• [Task to complete]: Copy every line that holds the string "BLUE" from the data below.

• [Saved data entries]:
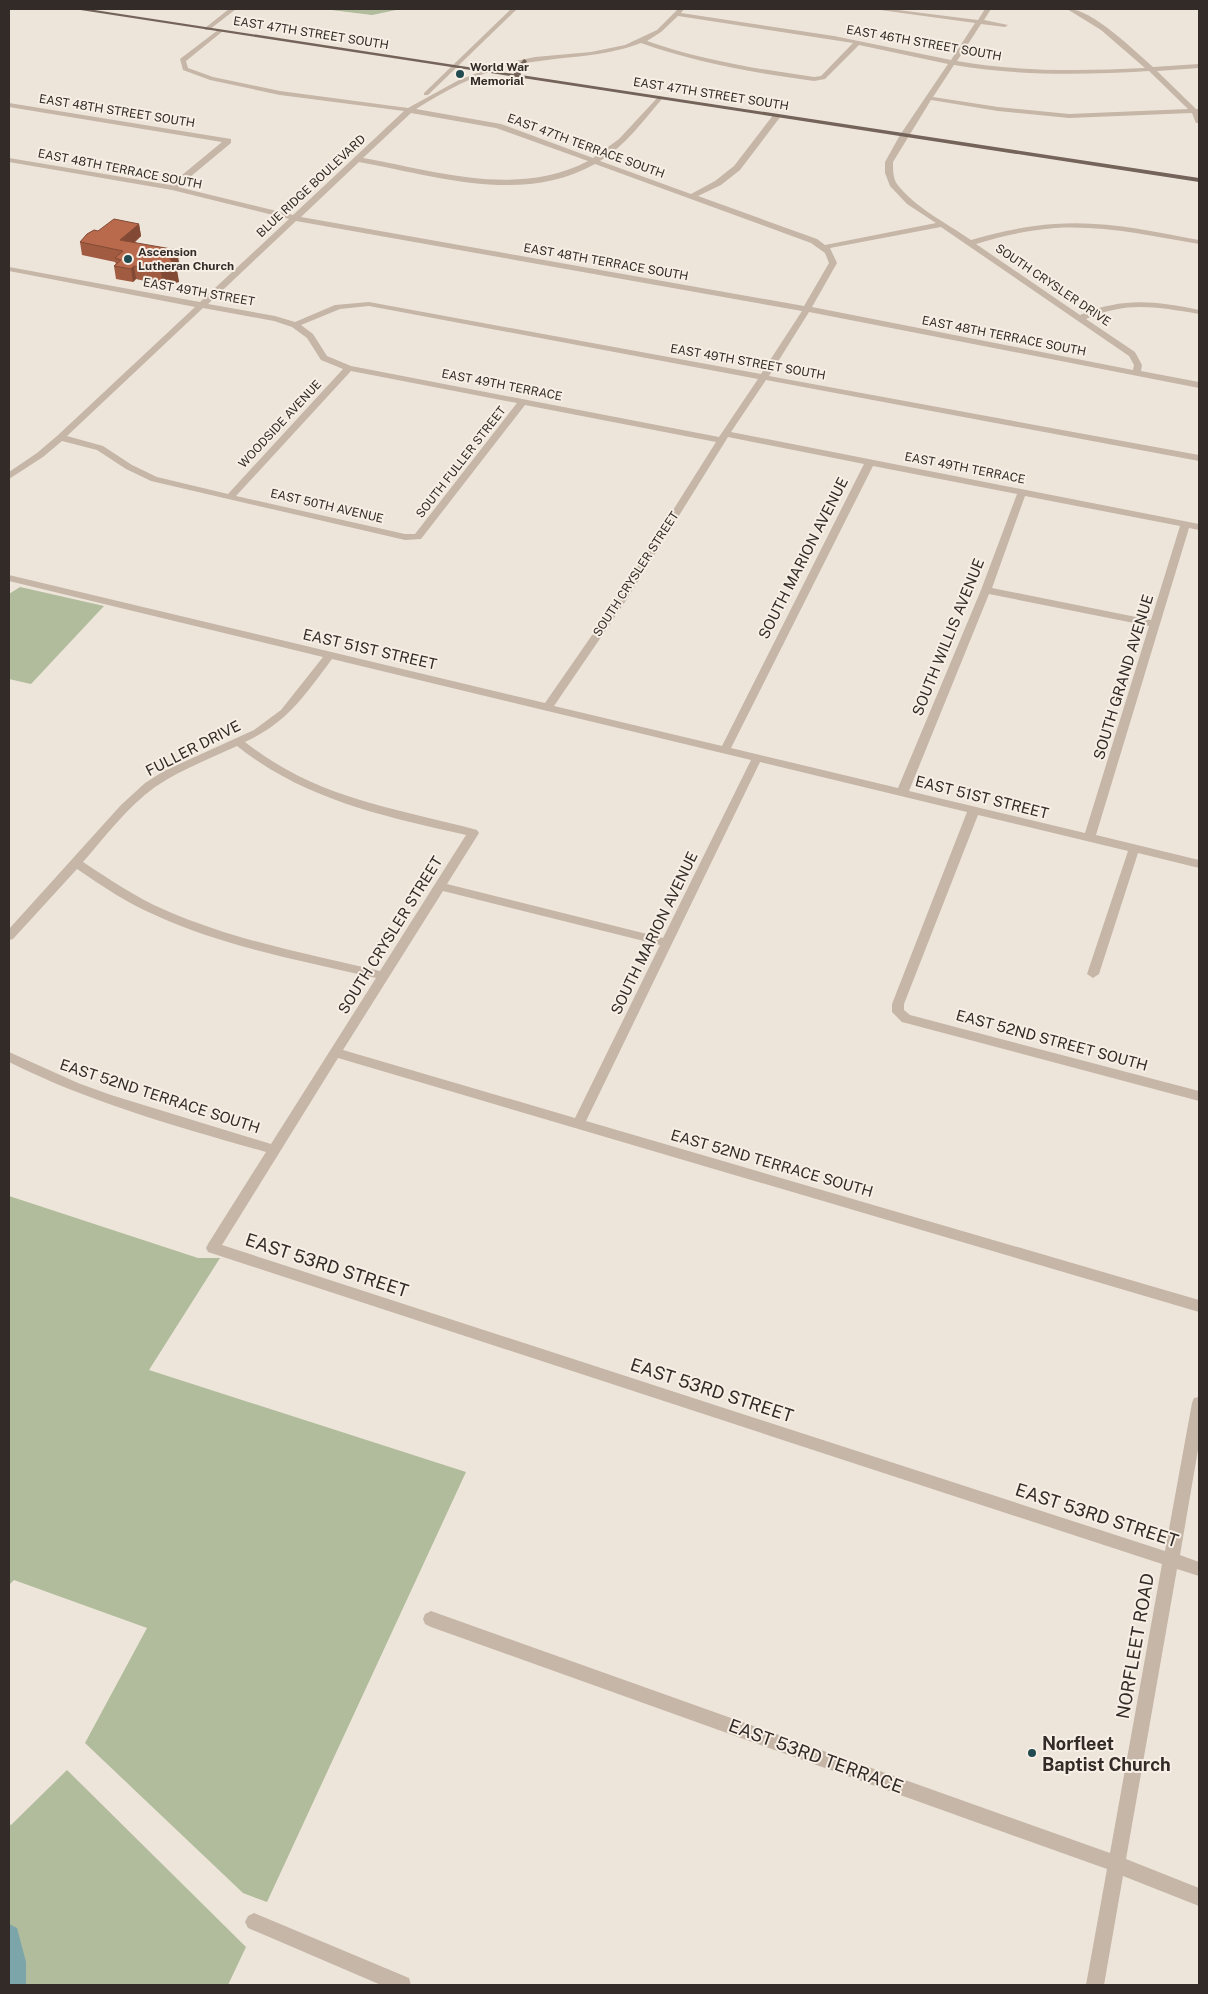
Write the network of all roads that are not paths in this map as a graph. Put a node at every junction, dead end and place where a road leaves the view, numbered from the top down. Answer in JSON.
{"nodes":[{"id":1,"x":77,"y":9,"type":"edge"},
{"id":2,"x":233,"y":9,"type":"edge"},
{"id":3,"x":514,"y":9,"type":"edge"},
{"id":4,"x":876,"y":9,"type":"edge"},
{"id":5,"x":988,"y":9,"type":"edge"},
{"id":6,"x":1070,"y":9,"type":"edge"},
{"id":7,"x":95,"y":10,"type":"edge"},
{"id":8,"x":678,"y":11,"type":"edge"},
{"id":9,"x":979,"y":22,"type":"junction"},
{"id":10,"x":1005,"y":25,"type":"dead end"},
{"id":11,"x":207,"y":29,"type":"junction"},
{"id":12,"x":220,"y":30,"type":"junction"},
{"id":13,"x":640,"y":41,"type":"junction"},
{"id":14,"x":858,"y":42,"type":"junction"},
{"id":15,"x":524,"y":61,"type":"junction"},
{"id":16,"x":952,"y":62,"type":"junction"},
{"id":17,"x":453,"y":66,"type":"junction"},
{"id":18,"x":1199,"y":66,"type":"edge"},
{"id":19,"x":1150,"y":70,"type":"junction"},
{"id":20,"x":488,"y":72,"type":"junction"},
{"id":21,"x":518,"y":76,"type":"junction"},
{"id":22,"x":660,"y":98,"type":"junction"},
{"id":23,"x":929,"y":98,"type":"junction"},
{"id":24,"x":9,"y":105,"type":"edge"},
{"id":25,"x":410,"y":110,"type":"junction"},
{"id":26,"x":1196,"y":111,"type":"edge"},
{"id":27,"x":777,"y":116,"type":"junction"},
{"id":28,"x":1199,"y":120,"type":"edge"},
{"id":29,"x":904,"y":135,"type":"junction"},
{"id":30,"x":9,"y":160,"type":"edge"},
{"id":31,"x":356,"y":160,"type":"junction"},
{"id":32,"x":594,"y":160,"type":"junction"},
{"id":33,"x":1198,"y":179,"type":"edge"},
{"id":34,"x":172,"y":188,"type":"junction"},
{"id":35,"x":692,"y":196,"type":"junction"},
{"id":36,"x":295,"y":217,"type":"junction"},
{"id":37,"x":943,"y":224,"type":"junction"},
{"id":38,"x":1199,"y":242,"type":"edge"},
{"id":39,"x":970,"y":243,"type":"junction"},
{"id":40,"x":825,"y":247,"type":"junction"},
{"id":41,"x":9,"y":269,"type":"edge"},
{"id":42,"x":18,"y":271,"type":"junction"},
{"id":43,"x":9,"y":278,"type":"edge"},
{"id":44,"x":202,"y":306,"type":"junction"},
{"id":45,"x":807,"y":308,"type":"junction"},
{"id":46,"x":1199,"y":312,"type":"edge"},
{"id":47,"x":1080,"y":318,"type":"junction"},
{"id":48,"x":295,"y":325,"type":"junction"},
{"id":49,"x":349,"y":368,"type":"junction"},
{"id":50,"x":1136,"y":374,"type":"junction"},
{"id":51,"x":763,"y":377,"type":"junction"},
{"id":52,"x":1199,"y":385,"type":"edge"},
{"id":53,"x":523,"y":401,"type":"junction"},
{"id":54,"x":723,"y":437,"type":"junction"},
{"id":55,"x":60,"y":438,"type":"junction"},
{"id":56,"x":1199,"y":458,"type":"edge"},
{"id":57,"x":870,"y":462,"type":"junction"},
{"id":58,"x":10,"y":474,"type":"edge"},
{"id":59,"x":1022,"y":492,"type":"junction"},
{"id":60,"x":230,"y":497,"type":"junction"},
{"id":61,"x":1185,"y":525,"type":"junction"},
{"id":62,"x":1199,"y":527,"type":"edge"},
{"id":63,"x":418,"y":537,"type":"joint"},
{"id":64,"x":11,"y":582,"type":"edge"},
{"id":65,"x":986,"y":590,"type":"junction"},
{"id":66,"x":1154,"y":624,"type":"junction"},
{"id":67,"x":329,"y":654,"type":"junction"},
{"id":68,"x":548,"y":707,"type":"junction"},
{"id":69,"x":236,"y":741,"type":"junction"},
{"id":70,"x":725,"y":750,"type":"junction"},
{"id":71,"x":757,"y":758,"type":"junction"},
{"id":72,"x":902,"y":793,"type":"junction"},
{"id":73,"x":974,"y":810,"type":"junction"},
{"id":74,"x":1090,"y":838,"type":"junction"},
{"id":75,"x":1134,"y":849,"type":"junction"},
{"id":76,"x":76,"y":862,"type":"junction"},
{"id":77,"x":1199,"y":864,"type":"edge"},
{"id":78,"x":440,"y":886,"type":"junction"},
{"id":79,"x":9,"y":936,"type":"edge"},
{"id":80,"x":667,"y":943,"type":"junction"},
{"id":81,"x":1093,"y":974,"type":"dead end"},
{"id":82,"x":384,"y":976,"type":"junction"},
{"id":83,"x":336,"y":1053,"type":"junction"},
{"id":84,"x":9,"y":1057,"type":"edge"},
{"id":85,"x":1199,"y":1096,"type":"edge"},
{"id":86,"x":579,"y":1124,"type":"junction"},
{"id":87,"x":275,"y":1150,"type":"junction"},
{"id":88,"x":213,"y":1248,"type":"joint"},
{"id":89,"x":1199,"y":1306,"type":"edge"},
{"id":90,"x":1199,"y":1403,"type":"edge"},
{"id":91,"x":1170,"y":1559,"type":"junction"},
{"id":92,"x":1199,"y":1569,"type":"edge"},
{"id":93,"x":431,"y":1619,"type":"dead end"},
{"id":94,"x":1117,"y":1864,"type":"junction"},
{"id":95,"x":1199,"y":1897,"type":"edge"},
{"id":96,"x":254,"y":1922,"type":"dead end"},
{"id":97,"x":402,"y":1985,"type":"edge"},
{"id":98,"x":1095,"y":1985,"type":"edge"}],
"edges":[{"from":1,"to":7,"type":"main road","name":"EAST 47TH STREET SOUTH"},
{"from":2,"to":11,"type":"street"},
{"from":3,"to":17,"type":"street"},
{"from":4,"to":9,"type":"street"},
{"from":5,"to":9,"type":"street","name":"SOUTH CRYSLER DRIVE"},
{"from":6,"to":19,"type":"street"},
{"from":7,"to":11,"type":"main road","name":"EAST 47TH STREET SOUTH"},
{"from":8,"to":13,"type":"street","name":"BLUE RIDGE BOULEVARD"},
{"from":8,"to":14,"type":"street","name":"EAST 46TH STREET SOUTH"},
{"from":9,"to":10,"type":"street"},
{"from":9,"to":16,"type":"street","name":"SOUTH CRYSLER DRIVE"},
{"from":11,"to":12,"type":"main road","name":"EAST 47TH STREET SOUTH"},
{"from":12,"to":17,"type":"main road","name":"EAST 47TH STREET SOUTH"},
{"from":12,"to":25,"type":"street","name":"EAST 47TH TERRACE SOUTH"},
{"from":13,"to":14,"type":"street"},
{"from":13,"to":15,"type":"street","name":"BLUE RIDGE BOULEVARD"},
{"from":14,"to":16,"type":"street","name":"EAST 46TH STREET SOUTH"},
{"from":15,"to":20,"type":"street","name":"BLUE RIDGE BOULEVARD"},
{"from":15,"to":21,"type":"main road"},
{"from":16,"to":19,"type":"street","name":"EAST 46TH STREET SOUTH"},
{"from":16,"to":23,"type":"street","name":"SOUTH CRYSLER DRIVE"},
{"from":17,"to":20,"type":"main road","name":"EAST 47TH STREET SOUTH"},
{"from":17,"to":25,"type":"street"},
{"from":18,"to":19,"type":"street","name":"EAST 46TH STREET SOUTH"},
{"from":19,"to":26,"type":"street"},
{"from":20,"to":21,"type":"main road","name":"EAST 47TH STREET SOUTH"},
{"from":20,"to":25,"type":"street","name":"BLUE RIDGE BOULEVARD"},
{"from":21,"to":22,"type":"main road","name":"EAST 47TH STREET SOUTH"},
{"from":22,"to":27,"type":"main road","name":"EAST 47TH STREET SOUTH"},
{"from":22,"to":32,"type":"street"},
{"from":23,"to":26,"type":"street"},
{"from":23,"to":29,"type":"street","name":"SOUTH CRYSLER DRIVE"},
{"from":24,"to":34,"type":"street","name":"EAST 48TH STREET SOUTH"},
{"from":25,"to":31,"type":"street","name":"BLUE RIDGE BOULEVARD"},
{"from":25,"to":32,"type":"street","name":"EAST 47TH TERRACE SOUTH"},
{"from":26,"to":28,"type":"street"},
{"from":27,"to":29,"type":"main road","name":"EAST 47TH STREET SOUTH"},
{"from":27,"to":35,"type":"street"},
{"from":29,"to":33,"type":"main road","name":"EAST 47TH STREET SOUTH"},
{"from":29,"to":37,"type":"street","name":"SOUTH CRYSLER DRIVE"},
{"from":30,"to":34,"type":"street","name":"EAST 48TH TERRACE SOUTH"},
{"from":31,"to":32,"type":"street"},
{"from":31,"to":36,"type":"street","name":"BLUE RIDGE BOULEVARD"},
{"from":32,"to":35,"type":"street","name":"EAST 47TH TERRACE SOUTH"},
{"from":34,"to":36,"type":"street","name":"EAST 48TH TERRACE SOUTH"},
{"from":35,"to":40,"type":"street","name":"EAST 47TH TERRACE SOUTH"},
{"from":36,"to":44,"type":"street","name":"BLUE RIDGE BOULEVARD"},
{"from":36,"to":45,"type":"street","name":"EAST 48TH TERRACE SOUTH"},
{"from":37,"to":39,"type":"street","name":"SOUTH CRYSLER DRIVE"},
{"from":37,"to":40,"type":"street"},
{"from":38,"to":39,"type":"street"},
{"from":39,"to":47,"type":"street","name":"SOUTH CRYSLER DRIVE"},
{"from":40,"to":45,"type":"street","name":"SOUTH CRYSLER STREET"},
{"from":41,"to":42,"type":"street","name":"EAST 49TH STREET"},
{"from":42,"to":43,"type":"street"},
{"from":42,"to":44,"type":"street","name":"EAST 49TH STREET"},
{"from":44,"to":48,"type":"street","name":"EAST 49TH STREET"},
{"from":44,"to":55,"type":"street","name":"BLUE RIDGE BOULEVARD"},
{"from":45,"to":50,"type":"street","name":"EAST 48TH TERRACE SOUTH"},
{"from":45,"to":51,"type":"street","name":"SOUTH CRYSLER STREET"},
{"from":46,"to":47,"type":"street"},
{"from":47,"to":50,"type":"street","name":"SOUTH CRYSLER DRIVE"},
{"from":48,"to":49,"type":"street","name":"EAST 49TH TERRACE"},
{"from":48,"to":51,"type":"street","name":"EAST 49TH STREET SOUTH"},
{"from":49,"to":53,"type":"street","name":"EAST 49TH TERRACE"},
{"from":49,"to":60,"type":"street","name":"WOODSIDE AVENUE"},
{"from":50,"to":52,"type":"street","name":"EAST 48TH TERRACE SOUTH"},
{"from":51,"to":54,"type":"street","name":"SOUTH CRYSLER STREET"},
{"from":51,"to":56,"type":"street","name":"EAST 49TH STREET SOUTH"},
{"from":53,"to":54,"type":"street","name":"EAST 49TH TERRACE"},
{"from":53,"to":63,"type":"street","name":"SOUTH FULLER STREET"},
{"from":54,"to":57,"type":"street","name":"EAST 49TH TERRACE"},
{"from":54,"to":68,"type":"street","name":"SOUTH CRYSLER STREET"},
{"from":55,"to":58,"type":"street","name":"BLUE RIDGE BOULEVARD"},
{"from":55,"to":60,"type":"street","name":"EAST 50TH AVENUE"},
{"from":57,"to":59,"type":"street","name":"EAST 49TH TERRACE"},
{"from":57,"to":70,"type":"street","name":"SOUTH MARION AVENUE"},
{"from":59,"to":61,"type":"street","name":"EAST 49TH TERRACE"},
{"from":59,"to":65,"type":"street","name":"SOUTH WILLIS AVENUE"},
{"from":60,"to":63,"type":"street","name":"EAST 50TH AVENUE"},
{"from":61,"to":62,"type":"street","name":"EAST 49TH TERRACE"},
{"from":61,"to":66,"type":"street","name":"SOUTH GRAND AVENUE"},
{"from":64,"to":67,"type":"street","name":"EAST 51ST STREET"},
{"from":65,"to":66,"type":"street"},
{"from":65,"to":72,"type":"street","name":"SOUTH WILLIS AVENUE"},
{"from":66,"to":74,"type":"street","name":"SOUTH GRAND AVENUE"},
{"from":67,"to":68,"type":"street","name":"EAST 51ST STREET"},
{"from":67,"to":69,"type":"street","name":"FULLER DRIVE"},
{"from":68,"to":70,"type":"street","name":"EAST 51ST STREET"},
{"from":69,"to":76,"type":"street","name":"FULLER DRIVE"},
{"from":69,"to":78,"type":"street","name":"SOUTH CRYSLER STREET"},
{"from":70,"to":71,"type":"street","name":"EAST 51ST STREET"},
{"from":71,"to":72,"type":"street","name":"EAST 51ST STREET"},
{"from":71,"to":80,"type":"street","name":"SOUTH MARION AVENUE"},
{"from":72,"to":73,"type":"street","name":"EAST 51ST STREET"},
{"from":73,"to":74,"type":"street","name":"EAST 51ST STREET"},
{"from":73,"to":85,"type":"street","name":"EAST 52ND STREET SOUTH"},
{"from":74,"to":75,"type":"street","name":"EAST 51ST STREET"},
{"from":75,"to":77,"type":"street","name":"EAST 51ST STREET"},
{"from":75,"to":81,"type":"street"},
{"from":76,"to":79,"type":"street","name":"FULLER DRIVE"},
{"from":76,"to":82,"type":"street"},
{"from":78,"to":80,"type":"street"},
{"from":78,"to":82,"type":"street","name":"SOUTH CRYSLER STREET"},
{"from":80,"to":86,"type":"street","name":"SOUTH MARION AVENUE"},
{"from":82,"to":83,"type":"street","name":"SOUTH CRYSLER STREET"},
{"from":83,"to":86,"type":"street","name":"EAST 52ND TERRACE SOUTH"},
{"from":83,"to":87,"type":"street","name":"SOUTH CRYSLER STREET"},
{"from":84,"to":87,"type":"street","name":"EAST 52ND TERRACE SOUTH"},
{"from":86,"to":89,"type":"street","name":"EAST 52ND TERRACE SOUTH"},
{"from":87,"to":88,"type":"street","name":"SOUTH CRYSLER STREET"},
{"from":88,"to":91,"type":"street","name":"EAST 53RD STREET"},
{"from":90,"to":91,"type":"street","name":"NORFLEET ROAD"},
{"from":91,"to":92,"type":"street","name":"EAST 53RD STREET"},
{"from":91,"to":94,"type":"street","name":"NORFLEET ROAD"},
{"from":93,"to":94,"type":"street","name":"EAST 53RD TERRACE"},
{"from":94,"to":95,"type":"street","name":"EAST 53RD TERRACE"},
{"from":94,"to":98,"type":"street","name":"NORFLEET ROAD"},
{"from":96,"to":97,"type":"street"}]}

• [Completed exercise]:
{"from":8,"to":13,"type":"street","name":"BLUE RIDGE BOULEVARD"},
{"from":13,"to":15,"type":"street","name":"BLUE RIDGE BOULEVARD"},
{"from":15,"to":20,"type":"street","name":"BLUE RIDGE BOULEVARD"},
{"from":20,"to":25,"type":"street","name":"BLUE RIDGE BOULEVARD"},
{"from":25,"to":31,"type":"street","name":"BLUE RIDGE BOULEVARD"},
{"from":31,"to":36,"type":"street","name":"BLUE RIDGE BOULEVARD"},
{"from":36,"to":44,"type":"street","name":"BLUE RIDGE BOULEVARD"},
{"from":44,"to":55,"type":"street","name":"BLUE RIDGE BOULEVARD"},
{"from":55,"to":58,"type":"street","name":"BLUE RIDGE BOULEVARD"},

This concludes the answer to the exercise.